Despite my best plans it’s not until now, when we’re on the quiet side of the holidays, that I can fully appreciate Advent. I meant to spend those weeks leading up to Christmas with Kathleen Wiley’s wonderful book, New Life: Symbolic Meditations on the Birth of Christ Within. A good idea, but Christmas gains speed in December and my contemplative intentions scattered.

Ideally, Advent is a season of quiet waiting, preparing for the birth of God into the world and the birth of our highest self into being. The four weeks leading up to Christmas focus on hope, love, joy, and peace as we invite the divine child to be born in our hearts and in our midst. But it’s only now, in the silent nights following the holidays, that there’s time to reflect on how to claim those gifts and live them out in the new year.

Hope, love, joy, and peace speak to the deepest needs of our soul. We need them so much that we’re almost afraid to ask for them, much less trust that our longing will be fulfilled.
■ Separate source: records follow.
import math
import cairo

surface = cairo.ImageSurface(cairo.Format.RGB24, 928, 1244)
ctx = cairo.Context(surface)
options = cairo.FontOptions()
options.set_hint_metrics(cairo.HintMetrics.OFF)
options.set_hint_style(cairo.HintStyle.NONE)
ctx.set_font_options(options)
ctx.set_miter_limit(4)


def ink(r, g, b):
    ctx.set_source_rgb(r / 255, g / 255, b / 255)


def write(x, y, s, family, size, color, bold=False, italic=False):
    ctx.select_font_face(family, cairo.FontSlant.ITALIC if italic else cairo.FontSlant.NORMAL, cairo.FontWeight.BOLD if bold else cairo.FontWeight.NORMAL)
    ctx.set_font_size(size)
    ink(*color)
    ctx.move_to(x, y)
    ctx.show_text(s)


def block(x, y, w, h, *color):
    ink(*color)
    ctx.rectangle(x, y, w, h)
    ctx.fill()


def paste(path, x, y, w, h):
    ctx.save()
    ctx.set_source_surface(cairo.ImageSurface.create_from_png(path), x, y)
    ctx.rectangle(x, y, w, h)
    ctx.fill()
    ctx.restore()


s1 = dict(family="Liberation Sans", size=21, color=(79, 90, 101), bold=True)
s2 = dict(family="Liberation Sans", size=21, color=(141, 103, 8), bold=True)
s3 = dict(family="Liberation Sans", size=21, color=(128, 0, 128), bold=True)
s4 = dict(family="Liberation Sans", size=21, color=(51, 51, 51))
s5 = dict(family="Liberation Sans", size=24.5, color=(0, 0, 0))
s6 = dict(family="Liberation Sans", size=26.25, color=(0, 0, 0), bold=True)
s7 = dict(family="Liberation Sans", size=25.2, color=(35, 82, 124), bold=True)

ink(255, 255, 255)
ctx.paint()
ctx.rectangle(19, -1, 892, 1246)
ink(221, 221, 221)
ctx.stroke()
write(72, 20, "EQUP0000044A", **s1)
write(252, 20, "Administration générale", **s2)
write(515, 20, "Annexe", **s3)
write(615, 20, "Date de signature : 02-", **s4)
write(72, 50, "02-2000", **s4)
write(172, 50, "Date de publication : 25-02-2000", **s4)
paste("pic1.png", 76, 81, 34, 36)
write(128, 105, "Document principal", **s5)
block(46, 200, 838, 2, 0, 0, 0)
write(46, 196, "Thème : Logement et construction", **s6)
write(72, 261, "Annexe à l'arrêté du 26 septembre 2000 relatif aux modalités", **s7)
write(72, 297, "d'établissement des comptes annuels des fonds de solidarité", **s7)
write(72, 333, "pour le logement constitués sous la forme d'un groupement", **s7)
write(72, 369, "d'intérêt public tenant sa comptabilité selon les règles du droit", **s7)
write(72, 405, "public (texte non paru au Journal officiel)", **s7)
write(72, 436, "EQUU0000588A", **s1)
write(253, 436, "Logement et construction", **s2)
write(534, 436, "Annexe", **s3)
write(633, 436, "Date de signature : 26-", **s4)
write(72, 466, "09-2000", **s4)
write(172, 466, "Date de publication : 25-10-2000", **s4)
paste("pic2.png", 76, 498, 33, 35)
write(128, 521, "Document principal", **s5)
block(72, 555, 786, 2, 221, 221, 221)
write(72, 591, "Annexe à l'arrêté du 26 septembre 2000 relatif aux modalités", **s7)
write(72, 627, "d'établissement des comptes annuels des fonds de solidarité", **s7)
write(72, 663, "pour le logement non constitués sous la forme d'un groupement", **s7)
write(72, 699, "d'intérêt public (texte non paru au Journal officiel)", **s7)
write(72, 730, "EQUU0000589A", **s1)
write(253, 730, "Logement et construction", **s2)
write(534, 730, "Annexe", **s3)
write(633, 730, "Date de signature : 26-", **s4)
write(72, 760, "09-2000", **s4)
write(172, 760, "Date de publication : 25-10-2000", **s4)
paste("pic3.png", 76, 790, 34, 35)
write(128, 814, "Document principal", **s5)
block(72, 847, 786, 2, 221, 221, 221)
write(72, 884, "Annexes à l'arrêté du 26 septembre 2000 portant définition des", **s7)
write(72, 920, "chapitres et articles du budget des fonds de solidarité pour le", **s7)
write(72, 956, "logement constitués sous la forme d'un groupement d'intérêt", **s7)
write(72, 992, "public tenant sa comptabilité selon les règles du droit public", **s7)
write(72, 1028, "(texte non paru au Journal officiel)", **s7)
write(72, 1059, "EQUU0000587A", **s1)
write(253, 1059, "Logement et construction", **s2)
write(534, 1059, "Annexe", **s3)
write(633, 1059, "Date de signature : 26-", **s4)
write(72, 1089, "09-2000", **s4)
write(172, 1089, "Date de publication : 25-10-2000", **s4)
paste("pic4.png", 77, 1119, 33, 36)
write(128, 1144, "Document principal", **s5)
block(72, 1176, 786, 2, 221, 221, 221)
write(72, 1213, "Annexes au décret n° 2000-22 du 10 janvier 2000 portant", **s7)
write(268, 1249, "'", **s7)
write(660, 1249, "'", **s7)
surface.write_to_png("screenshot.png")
Yet the message of Christmas is that our hearts’ desires will be met if we allow it. Grace truly abounds, if we can let ourselves be open to it. This is what we are trying to show our children through the gifts we place under the tree. But we forget that grace is ours as well. The tree itself is there to remind us of life’s evergreen gifts and the light of hope, love, joy, and peace.

Back in December, as the solar calendar wound down toward the longest night and the social calendar filled up with holiday festivities, the church calendar brought us through four weeks of meditation on these gifts of the Spirit. Now as the days slowly grow longer and the sun begins its return from the far point on the horizon, I’m ready to retrace the steps through those four weeks. We’ve turned from the innermost point of the spiral, and as we wind outward again into a new year, those mediations await like a trail of breadcrumbs. The challenge is to stay in touch with how these gifts are manifest in our lives, and to find a way to give them expression.

Hope, love, joy, and peace are ours. We don’t have to create them or earn them. We don’t have to craft them or bake them or buy them. They aren’t the result for a perfectly executed holiday, they are the gifts that make our imperfect celebrations beautiful. They aren’t a reward for a perfectly lived life, they are the compass that orients us in how to live. For the next few weeks, I hope to rewind my way through the lessons of Advent and consider how to carry its gifts forward into a year in which we desperately need them. I’ll be listening for the echo of those longings shouted into the canyon of Advent, as they reverberate through these quiet days and carry us into the new year.